HTTPS request from WWW::Mechanize -> Privoxy => does NOT work!
Looking at Privoxy's detailed log file, the first sign of things going wrong appears to be that WWW::Mechanize passes a GET request to the proxy. The browsers do not do this, they use CONNECT I really don't know for sure if this is correct since CONNECT isn't really specified in the W3 HTTP 1.1 spec that I Googled.
My hypothesis is that Firefox has got it right and that WWW::Mechanize is not smart enough to use CONNECT instead of GET when requesting HTTPS pages throught a proxy.
My questions to the group are...
1) Does all of this sound right?
2) How would I force a CONNECT from either WWW::Mechanize or LWP in this cirumstance? Nothing is mentioned in any of the docs I've seen.
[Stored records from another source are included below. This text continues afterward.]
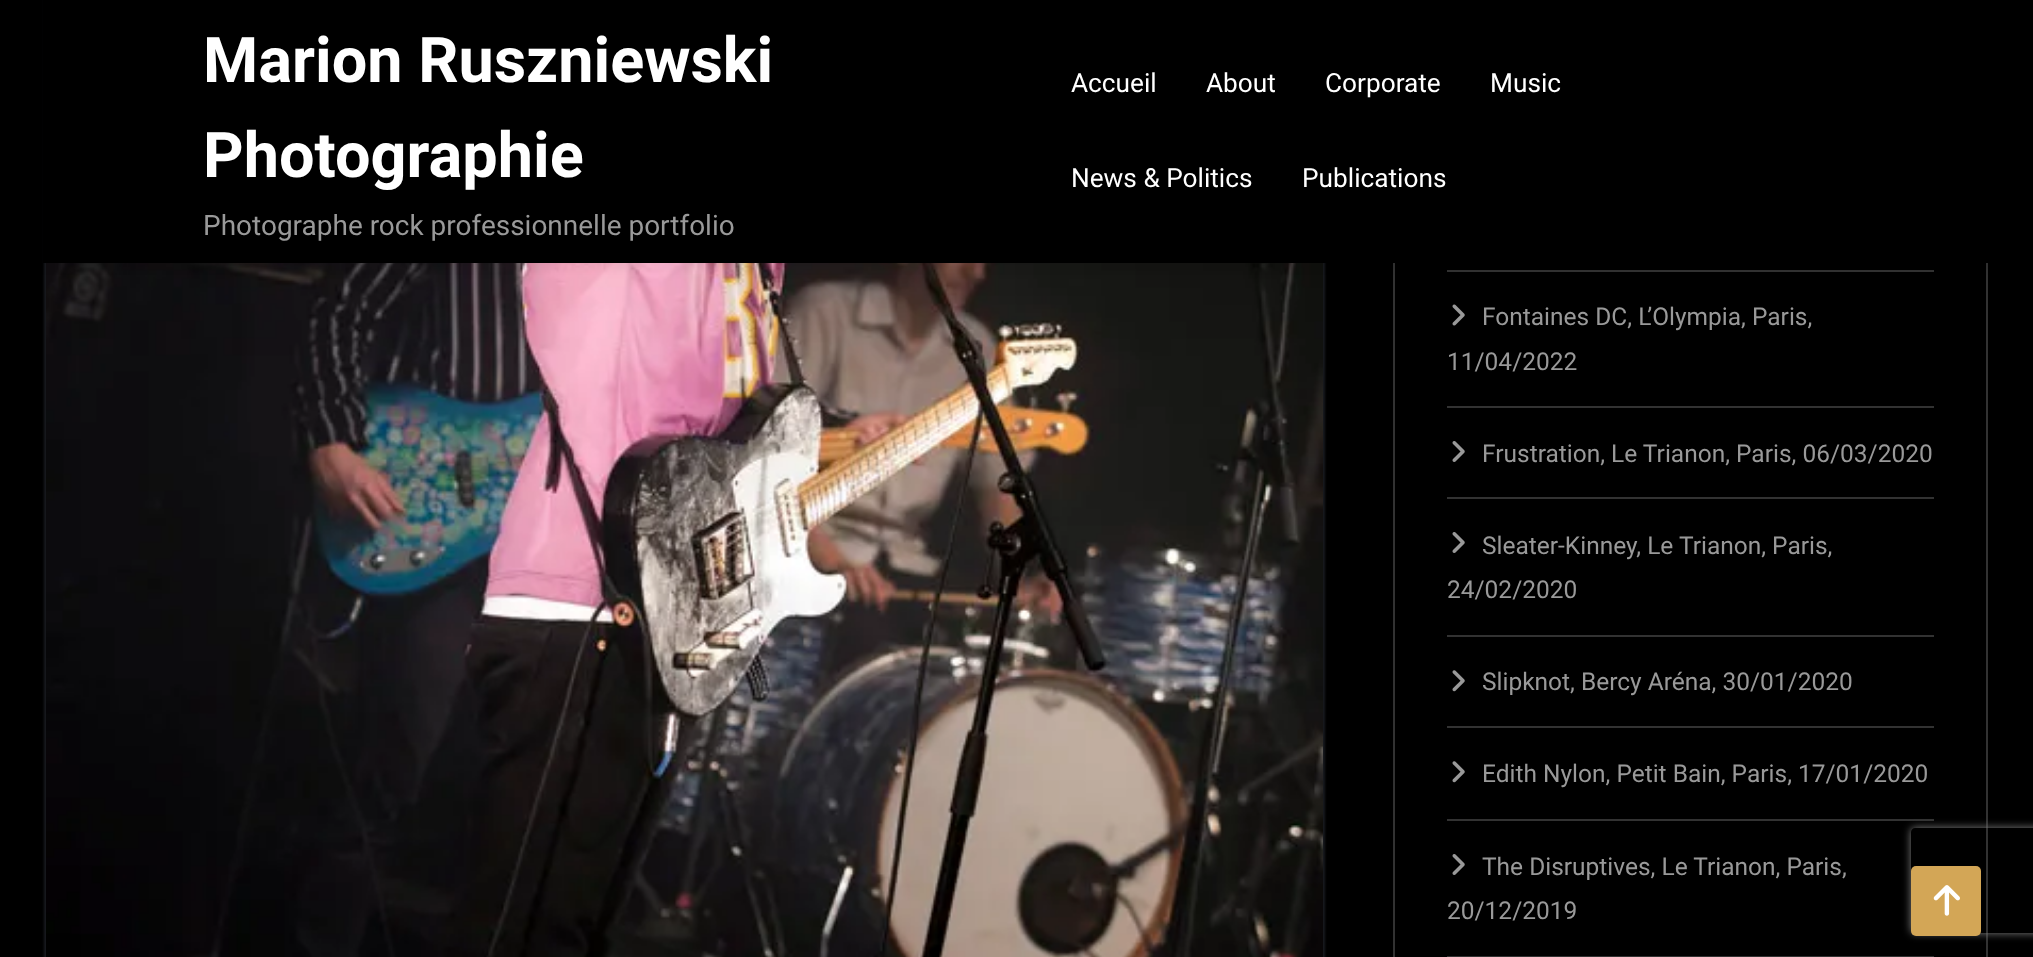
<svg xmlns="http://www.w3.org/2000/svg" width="2033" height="957">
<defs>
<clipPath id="clip1"><path d="M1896 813h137v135h-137zm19 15h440c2 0 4 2 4 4v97c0 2-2 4-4 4h-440c-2 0-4-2-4-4v-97c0-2 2-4 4-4z" clip-rule="evenodd"/></clipPath>
</defs>
<rect width="100%" height="100%" fill="#000"/>
<rect x="44" y="-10" width="1281" height="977" rx="7" fill="#181a1f" filter="blur(1px)"/>
<image x="46" y="263" width="1277" height="694" href="media/1.png"/>
<rect x="1394" y="-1" width="593" height="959" fill="none" stroke="#323232" stroke-width="2"/>
<rect x="1447" y="270" width="487" height="2" fill="#323232"/>
<rect y="5" width="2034" height="263" fill="#0000000d" filter="blur(4.5px)"/>
<rect x="43" width="1945" height="263" fill="#000"/>
<text x="203" y="82" style="font-family:Roboto;font-size:63px;font-weight:bold;fill:#fff">Marion Ruszniewski</text>
<text x="203" y="177" style="font-family:Roboto;font-size:63px;font-weight:bold;fill:#fff">Photographie</text>
<text x="203" y="235" style="font-family:Roboto;font-size:28px;fill:#999">Photographe rock professionnelle portfolio</text>
<text x="1071" y="92" style="font-family:Roboto;font-size:26.25px;fill:#fff">Accueil</text>
<text x="1206" y="92" style="font-family:Roboto;font-size:26.25px;fill:#fff">About</text>
<text x="1325" y="92" style="font-family:Roboto;font-size:26.25px;fill:#fff">Corporate</text>
<text x="1490" y="92" style="font-family:Roboto;font-size:26.25px;fill:#fff">Music</text>
<text x="1071" y="187" style="font-family:Roboto;font-size:26.25px;fill:#fff">News &amp; Politics</text>
<text x="1302" y="187" style="font-family:Roboto;font-size:26.25px;fill:#fff">Publications</text>
<rect x="1447" y="406" width="487" height="2" fill="#323232"/>
<image x="1452" y="304" width="13" height="22" href="media/2.png"/>
<text x="1482" y="325" style="font-family:Roboto;font-size:24.5px;fill:#999">Fontaines DC, L’Olympia, Paris,</text>
<text x="1447" y="370" style="font-family:Roboto;font-size:24.5px;fill:#999">11/04/2022</text>
<rect x="1447" y="497" width="487" height="2" fill="#323232"/>
<image x="1452" y="441" width="13" height="21" href="media/3.png"/>
<text x="1482" y="462" style="font-family:Roboto;font-size:24.5px;fill:#999">Frustration, Le Trianon, Paris, 06/03/2020</text>
<rect x="1447" y="635" width="487" height="2" fill="#323232"/>
<image x="1452" y="532" width="13" height="21" href="media/3.png"/>
<text x="1482" y="554" style="font-family:Roboto;font-size:24.5px;fill:#999">Sleater-Kinney, Le Trianon, Paris,</text>
<text x="1447" y="598" style="font-family:Roboto;font-size:24.5px;fill:#999">24/02/2020</text>
<rect x="1447" y="726" width="487" height="2" fill="#323232"/>
<image x="1452" y="670" width="13" height="22" href="media/4.png"/>
<text x="1482" y="690" style="font-family:Roboto;font-size:24.5px;fill:#999">Slipknot, Bercy Aréna, 30/01/2020</text>
<rect x="1447" y="819" width="487" height="2" fill="#323232"/>
<image x="1452" y="761" width="13" height="22" href="media/4.png"/>
<text x="1482" y="782" style="font-family:Roboto;font-size:24.5px;fill:#999">Edith Nylon, Petit Bain, Paris, 17/01/2020</text>
<rect x="1447" y="956" width="487" height="1" fill="#323232"/>
<image x="1452" y="854" width="13" height="21" href="media/3.png"/>
<text x="1482" y="875" style="font-family:Roboto;font-size:24.5px;fill:#999">The Disruptives, Le Trianon, Paris,</text>
<text x="1447" y="919" style="font-family:Roboto;font-size:24.5px;fill:#999">20/12/2019</text>
<g clip-path="url(#clip1)">
<rect x="1911" y="828" width="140" height="105" rx="4" fill="#808080" filter="blur(4.5px)"/>
</g>
<rect x="1911" y="866" width="70" height="70" rx="5" fill="#d3a656"/>
<image x="1933" y="885" width="27" height="31" href="media/5.png"/>
</svg>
Grepping the code didn't reveal anything to me either.
Here's my code....
#!/usr/bin/perl -w
use strict;
use WWW::Mechanize;
use HTTP::Cookies;
use LWP;
use LWP::DebugFile;
require HTTP::Request;
sub main {
my $cookie_jar = HTTP::Cookies->new(
file => 'cookies.dat',
autosave => 1,
hide_cookie2 => 1
);
my $bot = WWW::Mechanize->new;
$bot->max_redirect(100);
$bot->cookie_jar($cookie_jar);
$bot->proxy(['http', 'https'], 'http://192.168.250.11:8118/');
$bot->agent('Mozilla/5.0 (Windows; U; Windows NT 5.1; en-US; rv:1.
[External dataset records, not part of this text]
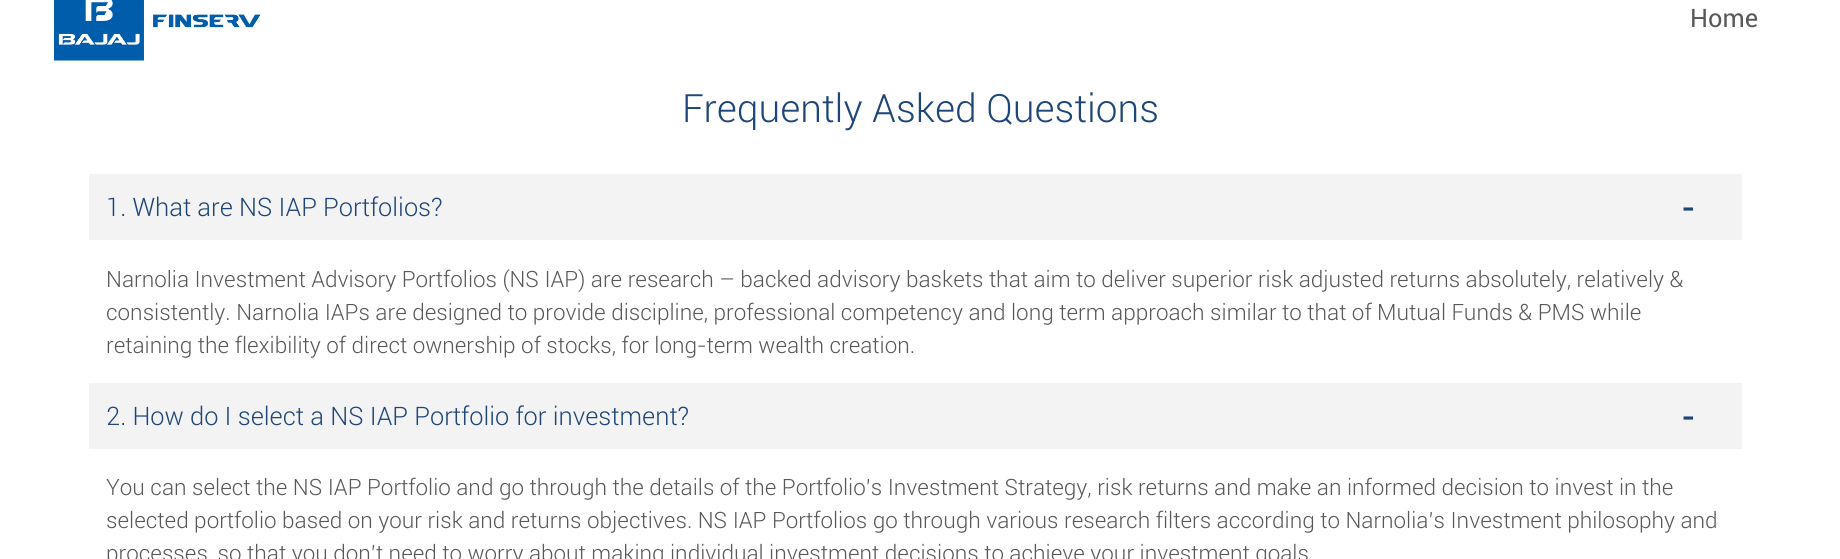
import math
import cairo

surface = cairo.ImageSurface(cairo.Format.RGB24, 1840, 559)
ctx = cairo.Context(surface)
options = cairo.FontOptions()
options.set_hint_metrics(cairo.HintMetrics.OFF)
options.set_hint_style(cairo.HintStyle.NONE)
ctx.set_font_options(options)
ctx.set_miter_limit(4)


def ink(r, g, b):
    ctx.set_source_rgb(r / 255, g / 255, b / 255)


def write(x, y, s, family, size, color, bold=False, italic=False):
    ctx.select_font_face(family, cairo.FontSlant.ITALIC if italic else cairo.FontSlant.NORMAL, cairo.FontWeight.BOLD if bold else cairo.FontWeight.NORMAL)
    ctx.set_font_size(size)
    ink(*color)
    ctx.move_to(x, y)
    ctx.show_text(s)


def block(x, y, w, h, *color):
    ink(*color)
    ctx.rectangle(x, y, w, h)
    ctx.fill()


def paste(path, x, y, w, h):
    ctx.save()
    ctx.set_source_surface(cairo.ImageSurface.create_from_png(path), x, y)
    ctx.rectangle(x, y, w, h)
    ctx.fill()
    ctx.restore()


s1 = dict(family="Roboto", size=25.5, color=(87, 88, 90))
s2 = dict(family="Roboto Light", size=39, color=(31, 70, 120))
s3 = dict(family="Roboto Light", size=25.5, color=(31, 70, 120))
s4 = dict(family="Roboto Medium", size=33, color=(31, 70, 120))
s5 = dict(family="Roboto Light", size=22.5, color=(87, 88, 90))

ink(255, 255, 255)
ctx.paint()
paste("pic1.png", 54, 0, 207, 61)
write(1690, 27, "Home", **s1)
write(682, 122, "Frequently Asked Questions", **s2)
block(89, 174, 1653, 66, 243, 243, 244)
write(106, 216, "1. What are NS IAP Portfolios?", **s3)
write(1681, 219, "-", **s4)
write(106, 287, "Narnolia Investment Advisory Portfolios (NS IAP) are research – backed advisory baskets that aim to deliver superior risk adjusted returns absolutely, relatively &", **s5)
write(106, 320, "consistently. Narnolia IAPs are designed to provide discipline, professional competency and long term approach similar to that of Mutual Funds & PMS while", **s5)
write(106, 353, "retaining the flexibility of direct ownership of stocks, for long-term wealth creation.", **s5)
block(89, 383, 1653, 66, 243, 243, 244)
write(106, 425, "2. How do I select a NS IAP Portfolio for investment?", **s3)
write(1681, 428, "-", **s4)
write(106, 495, "You can select the NS IAP Portfolio and go through the details of the Portfolio’s Investment Strategy, risk returns and make an informed decision to invest in the", **s5)
write(106, 528, "selected portfolio based on your risk and returns objectives. NS IAP Portfolios go through various research filters according to Narnolia’s Investment philosophy and", **s5)
write(106, 561, "processes, so that you don’t need to worry about making individual investment decisions to achieve your investment goals", **s5)
surface.write_to_png("screenshot.png")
+8.0.3) Gecko/20060426 Firefox/1.5.0.3');
my $url = "https://login.yahoo.com";
#my $url = "https://us.etrade.com";
my $response = $bot->get($url);
my $content = $bot->content;
}
&main
Here is the Privoxy log looks like when I use my perl script...
Dec 09 22:53:30 Privoxy(b7f856c0) Info: Privoxy version 3.0.5
Dec 09 22:53:30 Privoxy(b7f856c0) Info: Program name: ./privoxy
Dec 09 22:53:30 Privoxy(b7f856c0) Info: Listening on port 8118 on IP a
+ddress 192.168.250.11
Dec 09 22:53:44 Privoxy(b7f84bb0) Header: New HTTP Request-Line: GET /
+ HTTP/1.0
Dec 09 22:53:44 Privoxy(b7f84bb0) Header: scan: GET / HTTP/1.0
Dec 09 22:53:44 Privoxy(b7f84bb0) Header: scan: Accept-Encoding: ident
+ity
Dec 09 22:53:44 Privoxy(b7f84bb0) Header: scan: Host: login.yahoo.com
Dec 09 22:53:44 Privoxy(b7f84bb0) Header: scan: User-Agent: Mozilla/5.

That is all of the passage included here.